Security of smart utilities leaves a lot to be desired

The modernization of utility infrastructures is enabling increased efficiencies and reliability through digitization, connectivity, and IT-based approaches. Smart cyber assets are transforming both power and water grids, allowing operators to deploy and leverage a new generation of functionality and customer services. However, smart utilities are also highly vulnerable to cyberthreats, and security is, therefore, a primary concern, stated ABI Research.

security of smart utilities

Unfortunately, digital security remains largely unimplemented during utility modernization due to cost, resource, and time constraints. This is exasperated by issues with adapting cybersecurity to OT environments and an overall lack of knowledge and expertise in bridging these divides. Further, public sector efforts have petered out since 2012-2013, when both the United States and European Union were actively driving national cybersecurity strategies.

The current U.S. administration seems to have dropped cybersecurity from its list of priorities, and the European Commission is struggling to get its NIS Directive off the ground and obtain adequate funding for ENISA to fulfill its mandate. Most of the EU member countries have not taken the NIS directive to cyber-secure critical infrastructure seriously.

“It seems that the United States and the European Union have forgotten that cybersecurity needs to be a continuous effort, not a one-time announcement to tick all the boxes,” said Michela Menting, Research Director of Digital Security at ABI Research.

The lack of sustained public support sends a deflated message to operators in the field about the importance of cybersecurity. “Worryingly, both power and water utilities have reported advanced persistent threats which exploit flaws in industrial control systems. More critically, run-of-the-mill cyberthreats such as ransomware and DDoS attacks are increasingly affecting operator’s cyber-assets, both on the back and front-end. Cybersecurity must be a concerted effort by all stakeholders, including the public. With only partial support, the risks intensify,” warned Menting.

While power and water grid stakeholders will spend over US$8 billion globally on cyber-securing utility infrastructures in 2018, only a small portion of that will be dedicated to operational technologies and smart systems.

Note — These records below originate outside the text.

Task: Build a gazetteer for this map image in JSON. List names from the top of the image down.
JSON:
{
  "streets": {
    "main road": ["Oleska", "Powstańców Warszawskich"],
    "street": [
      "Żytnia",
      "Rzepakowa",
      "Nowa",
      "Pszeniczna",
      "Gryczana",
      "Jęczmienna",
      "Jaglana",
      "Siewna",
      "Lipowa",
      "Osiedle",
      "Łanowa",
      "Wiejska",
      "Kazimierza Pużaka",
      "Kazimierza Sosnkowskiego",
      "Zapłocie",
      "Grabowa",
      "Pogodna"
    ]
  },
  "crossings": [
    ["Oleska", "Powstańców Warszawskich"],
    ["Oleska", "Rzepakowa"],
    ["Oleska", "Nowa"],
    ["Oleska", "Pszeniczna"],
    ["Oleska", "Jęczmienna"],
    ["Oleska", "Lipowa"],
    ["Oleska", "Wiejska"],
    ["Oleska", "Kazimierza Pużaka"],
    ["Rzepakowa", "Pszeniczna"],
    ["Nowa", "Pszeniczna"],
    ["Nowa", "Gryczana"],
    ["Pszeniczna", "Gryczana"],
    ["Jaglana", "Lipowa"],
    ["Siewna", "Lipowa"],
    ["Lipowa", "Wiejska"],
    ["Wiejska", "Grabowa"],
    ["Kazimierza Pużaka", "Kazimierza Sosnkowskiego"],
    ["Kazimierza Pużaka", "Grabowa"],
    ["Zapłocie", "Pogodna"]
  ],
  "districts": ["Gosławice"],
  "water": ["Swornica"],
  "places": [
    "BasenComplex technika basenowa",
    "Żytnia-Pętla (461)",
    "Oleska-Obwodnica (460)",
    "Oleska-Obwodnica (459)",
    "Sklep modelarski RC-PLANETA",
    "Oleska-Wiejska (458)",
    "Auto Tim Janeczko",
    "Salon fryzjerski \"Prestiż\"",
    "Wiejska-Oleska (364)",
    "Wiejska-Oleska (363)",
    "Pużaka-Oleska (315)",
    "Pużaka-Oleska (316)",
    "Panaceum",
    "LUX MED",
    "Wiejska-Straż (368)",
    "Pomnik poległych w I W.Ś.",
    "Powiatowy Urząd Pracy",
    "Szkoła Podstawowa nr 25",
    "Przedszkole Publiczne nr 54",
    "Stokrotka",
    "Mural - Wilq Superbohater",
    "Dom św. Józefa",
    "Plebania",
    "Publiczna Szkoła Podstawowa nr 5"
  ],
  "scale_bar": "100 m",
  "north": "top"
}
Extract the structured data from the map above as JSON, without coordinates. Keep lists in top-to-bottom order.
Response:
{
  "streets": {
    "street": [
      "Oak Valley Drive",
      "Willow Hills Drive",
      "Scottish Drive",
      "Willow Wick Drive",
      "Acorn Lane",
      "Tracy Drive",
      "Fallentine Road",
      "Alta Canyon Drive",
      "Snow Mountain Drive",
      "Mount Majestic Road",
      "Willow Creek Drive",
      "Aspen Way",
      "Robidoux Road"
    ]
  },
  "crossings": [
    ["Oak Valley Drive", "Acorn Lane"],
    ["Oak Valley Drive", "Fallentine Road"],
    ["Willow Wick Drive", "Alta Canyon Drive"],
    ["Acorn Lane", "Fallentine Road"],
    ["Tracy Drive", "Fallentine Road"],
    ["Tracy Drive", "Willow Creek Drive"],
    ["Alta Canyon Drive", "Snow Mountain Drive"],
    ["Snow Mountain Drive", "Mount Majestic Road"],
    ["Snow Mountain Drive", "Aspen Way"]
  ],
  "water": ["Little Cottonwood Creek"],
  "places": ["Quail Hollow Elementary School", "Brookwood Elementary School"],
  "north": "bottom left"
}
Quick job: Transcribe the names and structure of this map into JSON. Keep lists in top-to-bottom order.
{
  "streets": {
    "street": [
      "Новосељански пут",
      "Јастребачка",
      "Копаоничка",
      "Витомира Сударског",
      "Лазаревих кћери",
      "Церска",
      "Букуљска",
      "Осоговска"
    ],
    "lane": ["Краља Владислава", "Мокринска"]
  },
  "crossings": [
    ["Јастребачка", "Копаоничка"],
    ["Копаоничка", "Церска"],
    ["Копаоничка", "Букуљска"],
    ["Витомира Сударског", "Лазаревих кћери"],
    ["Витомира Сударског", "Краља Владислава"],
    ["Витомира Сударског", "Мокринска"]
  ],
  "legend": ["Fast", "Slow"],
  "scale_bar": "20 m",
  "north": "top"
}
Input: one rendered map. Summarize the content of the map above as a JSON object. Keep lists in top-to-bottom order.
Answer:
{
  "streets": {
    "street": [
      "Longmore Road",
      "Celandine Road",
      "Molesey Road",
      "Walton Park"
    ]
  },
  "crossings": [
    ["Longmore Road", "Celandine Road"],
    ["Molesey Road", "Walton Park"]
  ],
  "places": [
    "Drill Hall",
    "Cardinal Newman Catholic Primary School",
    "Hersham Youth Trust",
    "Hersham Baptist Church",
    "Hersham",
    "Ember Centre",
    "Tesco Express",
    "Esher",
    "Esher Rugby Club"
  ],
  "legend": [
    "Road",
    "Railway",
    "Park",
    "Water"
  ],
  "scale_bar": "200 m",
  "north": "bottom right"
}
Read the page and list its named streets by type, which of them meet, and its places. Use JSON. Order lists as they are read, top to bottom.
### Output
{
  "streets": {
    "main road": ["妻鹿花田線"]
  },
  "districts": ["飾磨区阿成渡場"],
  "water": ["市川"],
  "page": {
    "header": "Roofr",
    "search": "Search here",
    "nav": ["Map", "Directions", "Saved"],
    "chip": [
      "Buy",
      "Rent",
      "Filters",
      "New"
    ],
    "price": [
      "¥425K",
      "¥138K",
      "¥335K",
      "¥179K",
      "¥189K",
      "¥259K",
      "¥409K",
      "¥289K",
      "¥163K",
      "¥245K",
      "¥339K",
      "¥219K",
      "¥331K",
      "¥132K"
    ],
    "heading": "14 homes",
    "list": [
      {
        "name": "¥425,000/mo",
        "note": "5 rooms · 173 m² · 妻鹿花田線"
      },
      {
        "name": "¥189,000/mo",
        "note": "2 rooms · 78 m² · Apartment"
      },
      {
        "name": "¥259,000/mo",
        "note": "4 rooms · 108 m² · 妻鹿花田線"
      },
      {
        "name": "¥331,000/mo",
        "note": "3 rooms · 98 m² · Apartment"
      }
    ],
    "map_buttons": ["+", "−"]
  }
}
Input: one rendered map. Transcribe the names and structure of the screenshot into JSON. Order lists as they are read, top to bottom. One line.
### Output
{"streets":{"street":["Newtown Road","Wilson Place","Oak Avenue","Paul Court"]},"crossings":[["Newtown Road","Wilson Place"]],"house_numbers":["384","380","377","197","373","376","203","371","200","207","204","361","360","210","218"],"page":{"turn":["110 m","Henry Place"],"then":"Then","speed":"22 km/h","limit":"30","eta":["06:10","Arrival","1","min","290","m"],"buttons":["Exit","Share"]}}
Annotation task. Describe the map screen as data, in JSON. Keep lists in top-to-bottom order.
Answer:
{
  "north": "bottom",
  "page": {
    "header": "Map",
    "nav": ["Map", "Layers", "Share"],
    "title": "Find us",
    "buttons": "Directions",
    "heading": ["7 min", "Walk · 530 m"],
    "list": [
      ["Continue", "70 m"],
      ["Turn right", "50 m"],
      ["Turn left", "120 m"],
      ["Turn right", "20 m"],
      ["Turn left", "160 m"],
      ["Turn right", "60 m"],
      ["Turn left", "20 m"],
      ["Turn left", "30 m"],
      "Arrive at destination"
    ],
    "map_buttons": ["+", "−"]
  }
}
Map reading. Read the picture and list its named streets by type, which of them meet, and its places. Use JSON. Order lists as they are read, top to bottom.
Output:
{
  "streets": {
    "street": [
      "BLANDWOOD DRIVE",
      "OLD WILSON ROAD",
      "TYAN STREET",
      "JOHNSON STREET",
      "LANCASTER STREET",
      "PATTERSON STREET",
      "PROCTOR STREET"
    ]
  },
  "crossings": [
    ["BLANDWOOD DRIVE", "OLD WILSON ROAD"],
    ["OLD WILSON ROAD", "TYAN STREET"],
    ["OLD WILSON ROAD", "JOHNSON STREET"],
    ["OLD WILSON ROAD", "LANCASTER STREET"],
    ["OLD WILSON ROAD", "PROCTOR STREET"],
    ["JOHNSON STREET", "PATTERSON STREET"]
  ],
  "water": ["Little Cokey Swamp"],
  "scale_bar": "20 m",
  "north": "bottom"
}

Grid modernization efforts are an ideal time to start designing and integrating digital security and provide an opportunity for adapting existing mechanisms and processes to the OT space – from industrial control systems to smart meters. “Operators and other stakeholders should remain firm in their commitment to cybersecurity, despite the backseat public support.

Fortunately, from a private sector perspective, a growing vendor ecosystem – including companies such as CY-OT, ForeScout, Nokia Networks, Nozomi Networks, OSIsoft, Radiflow, Sierra Nevada Corporation, SkyBox Security, and Smart Energy Networks – is emerging to hopefully address these issues,” Menting concludes.